In this perspective of reflection on the relationship between theology and secularized contexts, there is offered here the fruitful reflection of our welcome guest, Prof. Aku Visala, in his essay on the social and religious environment of Scandinavia’s (Lutheran) Protestantism, with its special attention to the function performed by theological enquiry within the Scandinavian Lutheran Churches.
He sets before the reader the negative outcomes of a “liberal” theology, emptied of meaning and lacking in social-political impact, and concentrates on three specific theological currents that propose to offer an alternative to “liberal” nihilism.

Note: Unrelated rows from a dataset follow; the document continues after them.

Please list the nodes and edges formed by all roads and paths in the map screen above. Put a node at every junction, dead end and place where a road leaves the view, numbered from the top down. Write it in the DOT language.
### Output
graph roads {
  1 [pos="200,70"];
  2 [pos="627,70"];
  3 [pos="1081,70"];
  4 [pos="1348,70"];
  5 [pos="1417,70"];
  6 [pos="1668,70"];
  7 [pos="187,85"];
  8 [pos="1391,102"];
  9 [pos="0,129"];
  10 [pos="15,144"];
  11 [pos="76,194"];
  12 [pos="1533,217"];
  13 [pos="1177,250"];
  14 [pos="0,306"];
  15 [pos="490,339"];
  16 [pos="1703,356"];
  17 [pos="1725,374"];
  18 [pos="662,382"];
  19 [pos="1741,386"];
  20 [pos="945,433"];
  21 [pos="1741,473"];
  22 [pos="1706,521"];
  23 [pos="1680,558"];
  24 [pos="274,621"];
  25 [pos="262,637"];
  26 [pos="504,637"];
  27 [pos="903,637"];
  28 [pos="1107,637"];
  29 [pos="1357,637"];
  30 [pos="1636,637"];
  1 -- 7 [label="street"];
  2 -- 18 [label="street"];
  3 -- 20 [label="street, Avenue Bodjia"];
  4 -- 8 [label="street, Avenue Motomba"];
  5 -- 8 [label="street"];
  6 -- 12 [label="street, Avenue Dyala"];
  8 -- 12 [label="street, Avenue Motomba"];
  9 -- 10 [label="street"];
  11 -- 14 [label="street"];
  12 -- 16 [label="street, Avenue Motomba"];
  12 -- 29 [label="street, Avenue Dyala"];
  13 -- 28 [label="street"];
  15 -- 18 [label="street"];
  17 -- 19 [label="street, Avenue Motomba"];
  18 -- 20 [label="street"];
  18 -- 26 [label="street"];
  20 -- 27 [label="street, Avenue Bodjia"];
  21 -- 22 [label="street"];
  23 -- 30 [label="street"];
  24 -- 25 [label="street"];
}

In this colleague’s estimation, the Lutheranism introduced into Sweden by King Gustav Vasa already in 1531 remains to this day the creed of almost the entirety of the citizens of the countries known collectively as Scandinavia – Sweden, Norway,
Finland, Denmark. Nonetheless, he emphasizes that, while 80% of these citizens affirm their adherence to this creed, only 14% of them attend religious services, which fact is responsible for the religion’s scarce impact on social life and family ethics. These, in turn, are therefore much secularized, as is evidenced by the disintegration of the nuclear family and a strong tendency towards individualism.
All in all, the religious creed professed by the members of these Scandinavian Churches has little influence on society and, generally, in the public sphere.

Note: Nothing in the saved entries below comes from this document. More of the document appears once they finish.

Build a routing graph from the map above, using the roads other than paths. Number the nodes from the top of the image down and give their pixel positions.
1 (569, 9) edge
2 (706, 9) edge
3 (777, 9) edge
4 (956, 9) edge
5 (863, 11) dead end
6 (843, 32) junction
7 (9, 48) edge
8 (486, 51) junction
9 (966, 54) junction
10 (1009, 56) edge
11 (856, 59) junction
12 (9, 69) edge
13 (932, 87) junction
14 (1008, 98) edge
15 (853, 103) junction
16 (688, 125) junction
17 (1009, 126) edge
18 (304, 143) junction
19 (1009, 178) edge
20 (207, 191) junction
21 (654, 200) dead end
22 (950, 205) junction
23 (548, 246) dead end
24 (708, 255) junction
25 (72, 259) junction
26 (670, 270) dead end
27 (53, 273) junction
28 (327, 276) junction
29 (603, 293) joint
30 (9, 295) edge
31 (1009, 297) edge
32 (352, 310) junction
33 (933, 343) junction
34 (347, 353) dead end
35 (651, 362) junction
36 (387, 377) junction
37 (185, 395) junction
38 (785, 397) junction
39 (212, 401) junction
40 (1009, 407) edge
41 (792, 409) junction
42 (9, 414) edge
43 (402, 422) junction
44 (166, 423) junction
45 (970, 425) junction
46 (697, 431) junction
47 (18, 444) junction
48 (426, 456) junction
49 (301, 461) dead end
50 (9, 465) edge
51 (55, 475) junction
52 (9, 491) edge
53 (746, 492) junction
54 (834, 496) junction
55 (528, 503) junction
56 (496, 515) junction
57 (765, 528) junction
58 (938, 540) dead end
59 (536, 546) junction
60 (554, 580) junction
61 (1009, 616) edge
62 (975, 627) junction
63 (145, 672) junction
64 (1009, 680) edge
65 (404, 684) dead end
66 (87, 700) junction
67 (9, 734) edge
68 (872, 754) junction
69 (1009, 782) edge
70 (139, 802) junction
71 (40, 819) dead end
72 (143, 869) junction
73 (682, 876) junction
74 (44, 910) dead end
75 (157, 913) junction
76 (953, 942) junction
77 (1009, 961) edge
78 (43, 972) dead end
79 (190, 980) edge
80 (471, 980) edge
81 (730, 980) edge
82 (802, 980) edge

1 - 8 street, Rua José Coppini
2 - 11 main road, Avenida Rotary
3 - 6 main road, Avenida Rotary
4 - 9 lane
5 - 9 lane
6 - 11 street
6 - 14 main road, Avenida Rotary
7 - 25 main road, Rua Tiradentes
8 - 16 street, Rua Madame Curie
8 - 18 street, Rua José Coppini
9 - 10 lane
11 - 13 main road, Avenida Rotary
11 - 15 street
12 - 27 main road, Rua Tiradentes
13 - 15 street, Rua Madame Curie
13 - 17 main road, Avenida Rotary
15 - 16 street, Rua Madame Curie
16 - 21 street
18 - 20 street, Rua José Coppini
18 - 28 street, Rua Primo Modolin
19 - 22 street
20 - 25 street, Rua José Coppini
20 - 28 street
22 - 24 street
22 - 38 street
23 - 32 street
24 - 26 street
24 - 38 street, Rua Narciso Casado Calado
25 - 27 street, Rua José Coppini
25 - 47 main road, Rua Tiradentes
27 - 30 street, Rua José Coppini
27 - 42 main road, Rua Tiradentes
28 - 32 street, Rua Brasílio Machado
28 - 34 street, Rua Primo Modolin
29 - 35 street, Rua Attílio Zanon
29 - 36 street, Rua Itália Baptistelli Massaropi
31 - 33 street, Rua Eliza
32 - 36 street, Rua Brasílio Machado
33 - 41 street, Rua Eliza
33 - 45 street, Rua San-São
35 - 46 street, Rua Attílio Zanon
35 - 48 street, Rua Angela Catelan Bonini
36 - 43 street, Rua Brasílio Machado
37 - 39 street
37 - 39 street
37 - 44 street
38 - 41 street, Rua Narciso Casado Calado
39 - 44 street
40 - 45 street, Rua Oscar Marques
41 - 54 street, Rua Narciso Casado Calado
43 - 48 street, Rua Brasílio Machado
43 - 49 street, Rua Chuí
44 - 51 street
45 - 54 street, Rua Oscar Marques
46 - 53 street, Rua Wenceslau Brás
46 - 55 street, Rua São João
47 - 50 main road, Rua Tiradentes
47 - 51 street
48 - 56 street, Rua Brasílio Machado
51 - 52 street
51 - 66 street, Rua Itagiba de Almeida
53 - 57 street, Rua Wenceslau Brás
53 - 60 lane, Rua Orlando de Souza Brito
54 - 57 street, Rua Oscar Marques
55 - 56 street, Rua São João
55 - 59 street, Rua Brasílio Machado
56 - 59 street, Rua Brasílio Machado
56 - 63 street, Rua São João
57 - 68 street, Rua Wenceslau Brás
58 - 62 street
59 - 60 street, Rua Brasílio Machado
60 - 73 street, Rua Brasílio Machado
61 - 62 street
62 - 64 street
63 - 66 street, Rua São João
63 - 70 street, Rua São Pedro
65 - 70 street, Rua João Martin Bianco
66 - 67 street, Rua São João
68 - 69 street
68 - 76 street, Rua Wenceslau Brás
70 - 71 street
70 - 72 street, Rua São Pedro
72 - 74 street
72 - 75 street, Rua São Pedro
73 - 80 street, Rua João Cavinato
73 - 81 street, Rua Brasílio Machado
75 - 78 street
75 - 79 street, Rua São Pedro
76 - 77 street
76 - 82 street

The social and political, as well as ethical, decline, to which the data point, is due, in Visala’s opinion, to the wholly inadequate “liberal” theology of the Scandinavian Lutheran Churches, inasmuch as this theology deliberately aims to limit its discourse to the private sphere, to the world of experience, while ignoring the duty to put forward proposals for a civil, political, ethic, and at most supports campaigns in favour of human rights and ecological concerns. Such theological lack of engagement is opposed rather by those who speak for John Millbank’s Radical Orthodoxy, which uses the assumptions of post-modern criticism to call for a return to the Patristic and Mediaeval tradition as the only response to secularization. It is a matter of radical critique of nihilistic positions resulting from modernity, and it asks for a social re-foundation on Platonic-Christian bases of Augustinian-Thomist origins. According to the exponents of this theological current, the modern system of thought leads to violent outcomes that are catastrophic for society as a whole, and is therefore in contrast with Christianity, which alone is able to lead to peace and social renewal. The other post-liberal current of thought presented by Visala is that of Narrative Theology, led by George Lindbeck, Hans Frei, Stanley Hauerwas and Robert Jenson. Influenced by the communitarianism promoted by Alisdair MacIntyre, this current wishes for a return to Thomism, and sees theology as a discipline entirely called to support the Christian life and the ecclesial community, wherefore it is not aware of a need for theology to legitimize its own functionality in the face of a secularized culture. Visala then presents a third current, that of Analytical Theology, which is inspired by authors such as Alvin Plantinga, Richard Swinburne, Peter van Inwagen and Michael Rea, making use of their philosophical approach favouring a returnto metaphysics and epistemology. Analytical Theology is indeed characterized by interest in Mediaeval theology and tends towards applying to doctrinal propositions the method worked out by analytical philosophy, in the attempt to produce the most coherent and reasonable theory possible.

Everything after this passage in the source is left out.